▶ _WHAT THE EXERCISE ASKS_: All lines holding the word "Nogal" should be located in the records and copied.

Saved entries
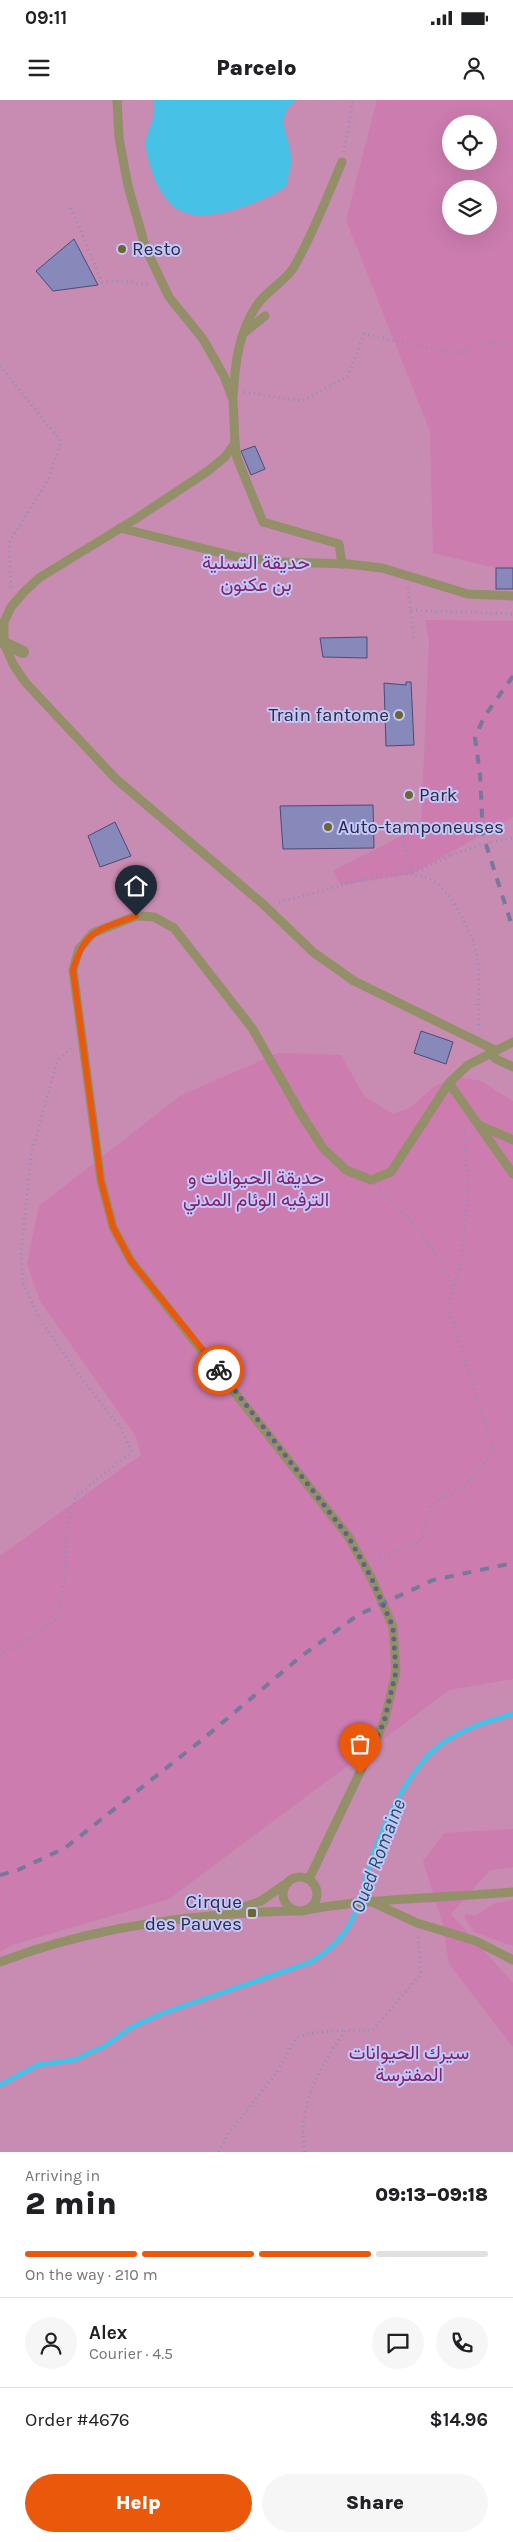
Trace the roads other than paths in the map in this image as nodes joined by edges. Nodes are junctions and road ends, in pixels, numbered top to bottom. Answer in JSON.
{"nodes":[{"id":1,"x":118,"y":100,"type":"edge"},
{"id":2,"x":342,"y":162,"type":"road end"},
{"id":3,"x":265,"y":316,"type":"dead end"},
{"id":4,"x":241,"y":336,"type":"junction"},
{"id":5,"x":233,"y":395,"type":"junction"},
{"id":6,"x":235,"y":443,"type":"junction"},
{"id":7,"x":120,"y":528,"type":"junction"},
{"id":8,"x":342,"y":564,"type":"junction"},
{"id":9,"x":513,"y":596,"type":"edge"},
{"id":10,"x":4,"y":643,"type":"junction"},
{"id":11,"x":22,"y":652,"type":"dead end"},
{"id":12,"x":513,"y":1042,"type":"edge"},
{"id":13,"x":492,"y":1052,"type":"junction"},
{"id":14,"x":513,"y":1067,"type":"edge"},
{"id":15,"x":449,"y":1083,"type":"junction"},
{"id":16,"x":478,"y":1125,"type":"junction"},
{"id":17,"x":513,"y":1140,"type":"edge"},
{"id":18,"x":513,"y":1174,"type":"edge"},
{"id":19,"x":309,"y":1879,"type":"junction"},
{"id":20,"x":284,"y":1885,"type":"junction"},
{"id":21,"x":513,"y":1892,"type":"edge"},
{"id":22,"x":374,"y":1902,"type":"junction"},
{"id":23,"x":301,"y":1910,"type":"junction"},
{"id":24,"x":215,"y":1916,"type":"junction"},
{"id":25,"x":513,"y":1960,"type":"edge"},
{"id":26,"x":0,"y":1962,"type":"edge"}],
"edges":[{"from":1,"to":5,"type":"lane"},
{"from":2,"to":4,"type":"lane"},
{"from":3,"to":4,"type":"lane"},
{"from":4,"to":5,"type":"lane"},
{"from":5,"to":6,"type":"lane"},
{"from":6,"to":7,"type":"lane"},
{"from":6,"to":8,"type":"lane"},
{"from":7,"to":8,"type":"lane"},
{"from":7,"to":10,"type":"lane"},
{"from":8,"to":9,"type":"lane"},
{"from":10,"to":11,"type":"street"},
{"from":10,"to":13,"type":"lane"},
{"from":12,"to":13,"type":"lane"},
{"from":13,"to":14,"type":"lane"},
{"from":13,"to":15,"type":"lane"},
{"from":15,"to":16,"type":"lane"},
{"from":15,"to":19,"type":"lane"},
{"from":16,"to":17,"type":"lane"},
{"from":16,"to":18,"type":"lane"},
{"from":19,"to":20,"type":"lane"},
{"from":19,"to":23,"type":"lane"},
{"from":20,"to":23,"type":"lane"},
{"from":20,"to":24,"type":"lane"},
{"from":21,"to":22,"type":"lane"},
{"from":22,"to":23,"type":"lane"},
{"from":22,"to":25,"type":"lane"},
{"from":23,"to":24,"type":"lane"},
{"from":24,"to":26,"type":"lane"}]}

* * *

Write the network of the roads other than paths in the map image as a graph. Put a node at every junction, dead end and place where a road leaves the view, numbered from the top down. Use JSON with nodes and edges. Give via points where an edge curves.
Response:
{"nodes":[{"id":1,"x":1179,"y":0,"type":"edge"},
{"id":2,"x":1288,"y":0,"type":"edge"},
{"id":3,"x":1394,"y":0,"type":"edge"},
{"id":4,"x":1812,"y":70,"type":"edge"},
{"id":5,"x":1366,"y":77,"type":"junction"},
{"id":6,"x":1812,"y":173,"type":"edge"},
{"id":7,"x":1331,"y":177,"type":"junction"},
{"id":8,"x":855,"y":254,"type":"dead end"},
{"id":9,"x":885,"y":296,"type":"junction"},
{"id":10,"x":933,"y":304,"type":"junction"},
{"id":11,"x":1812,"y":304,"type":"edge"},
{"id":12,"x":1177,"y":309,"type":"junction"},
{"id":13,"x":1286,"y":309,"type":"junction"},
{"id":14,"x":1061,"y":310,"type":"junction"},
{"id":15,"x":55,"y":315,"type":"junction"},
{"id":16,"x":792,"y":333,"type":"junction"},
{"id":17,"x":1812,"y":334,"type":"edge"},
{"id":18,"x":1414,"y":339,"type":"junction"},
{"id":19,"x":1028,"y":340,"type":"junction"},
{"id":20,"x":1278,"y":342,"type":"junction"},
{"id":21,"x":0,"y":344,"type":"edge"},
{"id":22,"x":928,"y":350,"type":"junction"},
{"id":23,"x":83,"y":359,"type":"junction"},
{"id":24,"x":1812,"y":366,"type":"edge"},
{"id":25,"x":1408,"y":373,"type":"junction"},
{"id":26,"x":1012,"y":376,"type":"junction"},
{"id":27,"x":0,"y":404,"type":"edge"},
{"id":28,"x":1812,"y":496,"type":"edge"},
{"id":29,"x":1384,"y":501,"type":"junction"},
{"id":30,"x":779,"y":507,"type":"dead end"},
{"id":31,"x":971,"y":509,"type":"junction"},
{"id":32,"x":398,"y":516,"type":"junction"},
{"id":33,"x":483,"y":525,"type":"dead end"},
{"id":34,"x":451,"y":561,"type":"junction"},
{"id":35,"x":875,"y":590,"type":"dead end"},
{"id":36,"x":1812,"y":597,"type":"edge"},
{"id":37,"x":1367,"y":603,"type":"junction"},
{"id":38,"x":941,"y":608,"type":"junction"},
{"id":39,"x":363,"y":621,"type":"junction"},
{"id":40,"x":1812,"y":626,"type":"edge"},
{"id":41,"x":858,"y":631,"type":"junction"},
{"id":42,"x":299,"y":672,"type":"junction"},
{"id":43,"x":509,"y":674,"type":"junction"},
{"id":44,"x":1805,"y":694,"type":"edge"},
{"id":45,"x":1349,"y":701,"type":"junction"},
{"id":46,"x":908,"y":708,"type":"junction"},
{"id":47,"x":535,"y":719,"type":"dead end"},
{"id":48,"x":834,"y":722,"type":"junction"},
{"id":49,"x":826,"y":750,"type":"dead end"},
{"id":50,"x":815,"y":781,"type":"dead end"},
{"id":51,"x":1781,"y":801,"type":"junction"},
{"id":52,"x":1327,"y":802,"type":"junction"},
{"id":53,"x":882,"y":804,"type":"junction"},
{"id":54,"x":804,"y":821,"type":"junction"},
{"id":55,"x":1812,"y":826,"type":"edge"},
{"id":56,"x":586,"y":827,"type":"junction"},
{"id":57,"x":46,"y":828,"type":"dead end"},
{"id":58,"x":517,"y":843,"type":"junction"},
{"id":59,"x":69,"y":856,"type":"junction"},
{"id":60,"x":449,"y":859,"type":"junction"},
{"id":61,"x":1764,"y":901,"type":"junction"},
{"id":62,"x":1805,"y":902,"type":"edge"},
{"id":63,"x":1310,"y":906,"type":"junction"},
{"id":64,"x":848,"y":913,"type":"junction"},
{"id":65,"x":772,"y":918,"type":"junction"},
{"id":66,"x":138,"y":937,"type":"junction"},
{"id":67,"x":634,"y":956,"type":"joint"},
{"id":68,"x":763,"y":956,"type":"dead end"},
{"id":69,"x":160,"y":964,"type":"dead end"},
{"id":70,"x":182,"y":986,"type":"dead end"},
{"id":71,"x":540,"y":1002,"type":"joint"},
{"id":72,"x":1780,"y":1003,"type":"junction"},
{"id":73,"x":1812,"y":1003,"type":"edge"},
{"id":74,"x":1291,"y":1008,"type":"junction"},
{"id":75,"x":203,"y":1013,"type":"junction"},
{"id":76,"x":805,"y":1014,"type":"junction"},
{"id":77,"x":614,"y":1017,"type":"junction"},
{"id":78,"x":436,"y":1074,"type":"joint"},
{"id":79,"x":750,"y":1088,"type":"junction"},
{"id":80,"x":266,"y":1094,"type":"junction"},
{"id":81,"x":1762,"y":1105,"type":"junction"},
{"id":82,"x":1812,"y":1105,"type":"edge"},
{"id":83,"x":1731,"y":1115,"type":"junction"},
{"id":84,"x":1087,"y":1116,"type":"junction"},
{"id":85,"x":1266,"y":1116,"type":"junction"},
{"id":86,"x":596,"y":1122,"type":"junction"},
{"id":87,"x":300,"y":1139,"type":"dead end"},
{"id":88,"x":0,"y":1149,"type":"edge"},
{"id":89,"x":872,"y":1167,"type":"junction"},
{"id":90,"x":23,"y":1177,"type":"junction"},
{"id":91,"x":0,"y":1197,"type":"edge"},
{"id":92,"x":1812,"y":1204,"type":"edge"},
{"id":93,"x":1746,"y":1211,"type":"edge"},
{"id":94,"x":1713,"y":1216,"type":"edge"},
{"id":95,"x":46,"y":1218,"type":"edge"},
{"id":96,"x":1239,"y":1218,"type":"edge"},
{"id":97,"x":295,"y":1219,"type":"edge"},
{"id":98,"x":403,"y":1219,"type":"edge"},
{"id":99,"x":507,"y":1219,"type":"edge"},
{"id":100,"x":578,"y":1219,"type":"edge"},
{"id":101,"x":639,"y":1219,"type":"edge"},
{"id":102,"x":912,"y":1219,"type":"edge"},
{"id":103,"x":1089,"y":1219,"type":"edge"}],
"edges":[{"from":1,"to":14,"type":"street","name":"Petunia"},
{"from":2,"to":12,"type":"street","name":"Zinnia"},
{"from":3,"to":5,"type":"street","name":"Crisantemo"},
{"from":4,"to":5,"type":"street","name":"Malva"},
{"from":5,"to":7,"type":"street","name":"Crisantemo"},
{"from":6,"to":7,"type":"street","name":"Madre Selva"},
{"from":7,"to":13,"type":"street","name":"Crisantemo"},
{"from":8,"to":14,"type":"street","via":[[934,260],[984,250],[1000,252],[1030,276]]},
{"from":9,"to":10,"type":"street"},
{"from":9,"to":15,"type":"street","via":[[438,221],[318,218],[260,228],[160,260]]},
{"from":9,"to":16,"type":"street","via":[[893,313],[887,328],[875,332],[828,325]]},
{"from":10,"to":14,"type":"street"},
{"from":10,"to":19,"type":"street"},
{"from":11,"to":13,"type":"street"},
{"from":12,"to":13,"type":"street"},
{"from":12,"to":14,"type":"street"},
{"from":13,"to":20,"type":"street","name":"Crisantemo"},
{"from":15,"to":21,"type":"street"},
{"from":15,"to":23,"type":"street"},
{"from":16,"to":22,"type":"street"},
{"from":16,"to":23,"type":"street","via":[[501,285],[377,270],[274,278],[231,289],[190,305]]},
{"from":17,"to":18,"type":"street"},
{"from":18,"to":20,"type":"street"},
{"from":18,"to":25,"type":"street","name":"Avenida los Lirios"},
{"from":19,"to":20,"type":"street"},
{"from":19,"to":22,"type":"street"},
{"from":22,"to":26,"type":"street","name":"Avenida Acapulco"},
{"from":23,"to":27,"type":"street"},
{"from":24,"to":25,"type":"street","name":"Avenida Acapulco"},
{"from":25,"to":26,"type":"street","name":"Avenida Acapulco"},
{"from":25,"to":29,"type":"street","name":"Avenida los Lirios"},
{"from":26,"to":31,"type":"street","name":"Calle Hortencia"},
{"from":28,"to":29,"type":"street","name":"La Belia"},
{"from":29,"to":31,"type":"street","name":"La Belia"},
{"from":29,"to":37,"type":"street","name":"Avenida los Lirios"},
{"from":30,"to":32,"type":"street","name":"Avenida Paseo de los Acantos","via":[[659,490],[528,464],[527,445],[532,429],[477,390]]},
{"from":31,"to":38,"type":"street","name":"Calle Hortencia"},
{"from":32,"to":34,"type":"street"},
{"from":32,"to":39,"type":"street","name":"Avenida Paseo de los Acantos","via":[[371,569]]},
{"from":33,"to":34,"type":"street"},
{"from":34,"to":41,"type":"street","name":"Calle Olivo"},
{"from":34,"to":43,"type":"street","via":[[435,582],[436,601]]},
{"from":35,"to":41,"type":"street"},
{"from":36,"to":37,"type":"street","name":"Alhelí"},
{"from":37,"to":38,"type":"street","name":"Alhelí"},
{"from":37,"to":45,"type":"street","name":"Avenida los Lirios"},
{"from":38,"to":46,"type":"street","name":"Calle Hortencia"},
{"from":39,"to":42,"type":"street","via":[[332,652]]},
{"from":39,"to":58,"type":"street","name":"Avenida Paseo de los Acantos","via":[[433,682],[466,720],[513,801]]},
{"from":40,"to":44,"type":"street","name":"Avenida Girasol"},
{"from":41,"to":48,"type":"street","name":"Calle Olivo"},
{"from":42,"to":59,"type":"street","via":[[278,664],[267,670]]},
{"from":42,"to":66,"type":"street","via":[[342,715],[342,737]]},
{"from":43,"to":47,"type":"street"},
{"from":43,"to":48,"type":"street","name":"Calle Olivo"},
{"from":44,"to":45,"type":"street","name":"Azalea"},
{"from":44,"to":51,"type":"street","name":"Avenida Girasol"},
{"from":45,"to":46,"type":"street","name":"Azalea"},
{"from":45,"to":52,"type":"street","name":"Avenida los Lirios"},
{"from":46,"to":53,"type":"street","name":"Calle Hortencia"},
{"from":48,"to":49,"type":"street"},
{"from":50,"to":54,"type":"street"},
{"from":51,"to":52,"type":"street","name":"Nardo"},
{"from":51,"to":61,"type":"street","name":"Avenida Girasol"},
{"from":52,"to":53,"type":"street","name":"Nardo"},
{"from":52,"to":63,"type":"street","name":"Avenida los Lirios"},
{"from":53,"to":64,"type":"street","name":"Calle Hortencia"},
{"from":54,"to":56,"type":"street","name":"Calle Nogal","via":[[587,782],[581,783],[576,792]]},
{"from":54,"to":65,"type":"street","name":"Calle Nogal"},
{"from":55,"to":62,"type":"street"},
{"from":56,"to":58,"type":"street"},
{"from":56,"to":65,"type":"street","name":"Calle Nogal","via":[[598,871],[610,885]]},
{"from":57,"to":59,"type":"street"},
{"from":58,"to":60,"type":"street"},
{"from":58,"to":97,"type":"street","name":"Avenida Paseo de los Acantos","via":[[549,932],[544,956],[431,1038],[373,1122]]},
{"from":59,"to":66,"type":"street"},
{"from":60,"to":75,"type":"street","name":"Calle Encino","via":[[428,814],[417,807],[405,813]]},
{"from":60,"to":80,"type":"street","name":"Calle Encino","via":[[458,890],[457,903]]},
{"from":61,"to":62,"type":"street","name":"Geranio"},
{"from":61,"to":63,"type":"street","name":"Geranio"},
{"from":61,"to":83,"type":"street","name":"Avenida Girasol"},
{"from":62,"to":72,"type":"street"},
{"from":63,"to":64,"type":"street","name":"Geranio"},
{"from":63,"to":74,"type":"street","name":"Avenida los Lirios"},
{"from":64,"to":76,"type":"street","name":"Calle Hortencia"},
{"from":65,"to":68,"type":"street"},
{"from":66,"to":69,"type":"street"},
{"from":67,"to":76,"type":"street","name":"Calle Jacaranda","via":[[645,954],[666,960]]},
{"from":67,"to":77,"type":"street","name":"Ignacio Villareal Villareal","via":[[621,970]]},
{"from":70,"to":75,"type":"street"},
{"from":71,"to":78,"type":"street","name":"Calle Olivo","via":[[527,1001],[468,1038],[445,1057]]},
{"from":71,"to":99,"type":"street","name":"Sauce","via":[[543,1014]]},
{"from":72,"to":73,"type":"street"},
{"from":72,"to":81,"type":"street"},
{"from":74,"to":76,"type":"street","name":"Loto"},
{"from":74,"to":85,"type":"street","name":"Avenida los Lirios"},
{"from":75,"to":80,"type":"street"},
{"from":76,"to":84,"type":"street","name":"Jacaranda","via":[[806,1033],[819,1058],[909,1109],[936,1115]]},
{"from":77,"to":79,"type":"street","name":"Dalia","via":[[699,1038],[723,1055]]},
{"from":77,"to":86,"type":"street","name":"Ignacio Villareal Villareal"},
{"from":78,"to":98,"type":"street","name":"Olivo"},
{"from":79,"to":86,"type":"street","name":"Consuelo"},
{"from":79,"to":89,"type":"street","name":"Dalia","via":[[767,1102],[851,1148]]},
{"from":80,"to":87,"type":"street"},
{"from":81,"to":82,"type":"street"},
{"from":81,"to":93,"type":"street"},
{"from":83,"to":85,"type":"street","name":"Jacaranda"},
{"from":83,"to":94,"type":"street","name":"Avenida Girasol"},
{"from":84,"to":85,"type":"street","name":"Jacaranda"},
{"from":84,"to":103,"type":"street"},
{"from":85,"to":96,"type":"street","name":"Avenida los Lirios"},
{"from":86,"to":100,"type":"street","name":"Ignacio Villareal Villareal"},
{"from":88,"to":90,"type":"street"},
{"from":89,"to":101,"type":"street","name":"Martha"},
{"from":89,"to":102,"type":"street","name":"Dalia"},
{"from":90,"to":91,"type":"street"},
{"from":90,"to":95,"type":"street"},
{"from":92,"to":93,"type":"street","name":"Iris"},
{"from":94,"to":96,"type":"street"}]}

▶ _TASK RESPONSE_:
{"from":54,"to":56,"type":"street","name":"Calle Nogal","via":[[587,782],[581,783],[576,792]]},
{"from":54,"to":65,"type":"street","name":"Calle Nogal"},
{"from":56,"to":65,"type":"street","name":"Calle Nogal","via":[[598,871],[610,885]]},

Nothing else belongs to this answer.